The task: Repeat the records below exactly.

Input for this task:

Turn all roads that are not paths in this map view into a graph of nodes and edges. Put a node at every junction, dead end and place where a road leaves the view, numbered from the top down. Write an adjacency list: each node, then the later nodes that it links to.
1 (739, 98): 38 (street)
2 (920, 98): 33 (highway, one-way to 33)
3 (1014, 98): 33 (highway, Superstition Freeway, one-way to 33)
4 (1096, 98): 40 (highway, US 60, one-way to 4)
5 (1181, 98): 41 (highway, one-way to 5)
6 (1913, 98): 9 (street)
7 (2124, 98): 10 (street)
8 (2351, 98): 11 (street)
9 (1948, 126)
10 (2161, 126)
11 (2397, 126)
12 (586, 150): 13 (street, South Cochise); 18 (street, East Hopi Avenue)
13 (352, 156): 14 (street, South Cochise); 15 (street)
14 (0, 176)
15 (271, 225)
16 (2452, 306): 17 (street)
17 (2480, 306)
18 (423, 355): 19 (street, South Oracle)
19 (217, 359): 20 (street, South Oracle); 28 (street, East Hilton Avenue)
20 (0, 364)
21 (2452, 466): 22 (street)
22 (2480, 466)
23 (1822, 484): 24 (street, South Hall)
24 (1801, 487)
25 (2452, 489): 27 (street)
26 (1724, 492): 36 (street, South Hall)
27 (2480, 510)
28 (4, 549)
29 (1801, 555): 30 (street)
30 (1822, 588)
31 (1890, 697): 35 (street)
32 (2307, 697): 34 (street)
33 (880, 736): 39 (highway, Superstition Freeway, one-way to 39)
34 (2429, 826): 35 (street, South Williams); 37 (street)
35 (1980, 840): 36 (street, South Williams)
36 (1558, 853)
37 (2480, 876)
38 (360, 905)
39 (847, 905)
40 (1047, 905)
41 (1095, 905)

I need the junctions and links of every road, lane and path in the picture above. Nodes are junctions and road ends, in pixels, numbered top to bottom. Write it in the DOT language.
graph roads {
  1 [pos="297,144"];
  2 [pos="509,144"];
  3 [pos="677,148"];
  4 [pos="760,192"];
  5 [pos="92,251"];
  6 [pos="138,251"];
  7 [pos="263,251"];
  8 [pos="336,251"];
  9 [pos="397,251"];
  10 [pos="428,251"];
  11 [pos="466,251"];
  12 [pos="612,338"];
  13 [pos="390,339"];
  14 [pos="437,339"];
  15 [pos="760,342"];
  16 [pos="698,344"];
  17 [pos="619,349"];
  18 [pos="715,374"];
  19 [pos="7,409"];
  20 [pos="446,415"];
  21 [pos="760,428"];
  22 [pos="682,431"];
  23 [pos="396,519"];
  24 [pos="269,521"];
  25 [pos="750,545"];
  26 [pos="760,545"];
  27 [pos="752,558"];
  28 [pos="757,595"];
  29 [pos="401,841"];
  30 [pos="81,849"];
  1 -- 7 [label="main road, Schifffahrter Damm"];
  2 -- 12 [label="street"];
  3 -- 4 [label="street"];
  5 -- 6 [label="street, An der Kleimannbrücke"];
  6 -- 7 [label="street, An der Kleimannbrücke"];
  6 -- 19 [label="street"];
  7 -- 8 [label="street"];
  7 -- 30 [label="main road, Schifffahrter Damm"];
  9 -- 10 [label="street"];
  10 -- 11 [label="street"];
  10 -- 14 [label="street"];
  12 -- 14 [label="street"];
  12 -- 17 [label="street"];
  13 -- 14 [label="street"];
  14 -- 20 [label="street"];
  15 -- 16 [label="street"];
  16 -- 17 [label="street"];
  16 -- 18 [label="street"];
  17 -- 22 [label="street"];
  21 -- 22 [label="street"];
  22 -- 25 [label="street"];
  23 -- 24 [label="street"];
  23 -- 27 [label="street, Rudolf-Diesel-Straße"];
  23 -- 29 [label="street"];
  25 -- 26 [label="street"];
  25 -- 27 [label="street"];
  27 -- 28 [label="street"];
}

Answer below:
Turn all roads that are not paths in this map view into a graph of nodes and edges. Put a node at every junction, dead end and place where a road leaves the view, numbered from the top down. Write an adjacency list: each node, then the later nodes that it links to.
1 (739, 98): 38 (street)
2 (920, 98): 33 (highway, one-way to 33)
3 (1014, 98): 33 (highway, Superstition Freeway, one-way to 33)
4 (1096, 98): 40 (highway, US 60, one-way to 4)
5 (1181, 98): 41 (highway, one-way to 5)
6 (1913, 98): 9 (street)
7 (2124, 98): 10 (street)
8 (2351, 98): 11 (street)
9 (1948, 126)
10 (2161, 126)
11 (2397, 126)
12 (586, 150): 13 (street, South Cochise); 18 (street, East Hopi Avenue)
13 (352, 156): 14 (street, South Cochise); 15 (street)
14 (0, 176)
15 (271, 225)
16 (2452, 306): 17 (street)
17 (2480, 306)
18 (423, 355): 19 (street, South Oracle)
19 (217, 359): 20 (street, South Oracle); 28 (street, East Hilton Avenue)
20 (0, 364)
21 (2452, 466): 22 (street)
22 (2480, 466)
23 (1822, 484): 24 (street, South Hall)
24 (1801, 487)
25 (2452, 489): 27 (street)
26 (1724, 492): 36 (street, South Hall)
27 (2480, 510)
28 (4, 549)
29 (1801, 555): 30 (street)
30 (1822, 588)
31 (1890, 697): 35 (street)
32 (2307, 697): 34 (street)
33 (880, 736): 39 (highway, Superstition Freeway, one-way to 39)
34 (2429, 826): 35 (street, South Williams); 37 (street)
35 (1980, 840): 36 (street, South Williams)
36 (1558, 853)
37 (2480, 876)
38 (360, 905)
39 (847, 905)
40 (1047, 905)
41 (1095, 905)

I need the junctions and links of every road, lane and path in the picture above. Nodes are junctions and road ends, in pixels, numbered top to bottom. Write it in the DOT language.
graph roads {
  1 [pos="297,144"];
  2 [pos="509,144"];
  3 [pos="677,148"];
  4 [pos="760,192"];
  5 [pos="92,251"];
  6 [pos="138,251"];
  7 [pos="263,251"];
  8 [pos="336,251"];
  9 [pos="397,251"];
  10 [pos="428,251"];
  11 [pos="466,251"];
  12 [pos="612,338"];
  13 [pos="390,339"];
  14 [pos="437,339"];
  15 [pos="760,342"];
  16 [pos="698,344"];
  17 [pos="619,349"];
  18 [pos="715,374"];
  19 [pos="7,409"];
  20 [pos="446,415"];
  21 [pos="760,428"];
  22 [pos="682,431"];
  23 [pos="396,519"];
  24 [pos="269,521"];
  25 [pos="750,545"];
  26 [pos="760,545"];
  27 [pos="752,558"];
  28 [pos="757,595"];
  29 [pos="401,841"];
  30 [pos="81,849"];
  1 -- 7 [label="main road, Schifffahrter Damm"];
  2 -- 12 [label="street"];
  3 -- 4 [label="street"];
  5 -- 6 [label="street, An der Kleimannbrücke"];
  6 -- 7 [label="street, An der Kleimannbrücke"];
  6 -- 19 [label="street"];
  7 -- 8 [label="street"];
  7 -- 30 [label="main road, Schifffahrter Damm"];
  9 -- 10 [label="street"];
  10 -- 11 [label="street"];
  10 -- 14 [label="street"];
  12 -- 14 [label="street"];
  12 -- 17 [label="street"];
  13 -- 14 [label="street"];
  14 -- 20 [label="street"];
  15 -- 16 [label="street"];
  16 -- 17 [label="street"];
  16 -- 18 [label="street"];
  17 -- 22 [label="street"];
  21 -- 22 [label="street"];
  22 -- 25 [label="street"];
  23 -- 24 [label="street"];
  23 -- 27 [label="street, Rudolf-Diesel-Straße"];
  23 -- 29 [label="street"];
  25 -- 26 [label="street"];
  25 -- 27 [label="street"];
  27 -- 28 [label="street"];
}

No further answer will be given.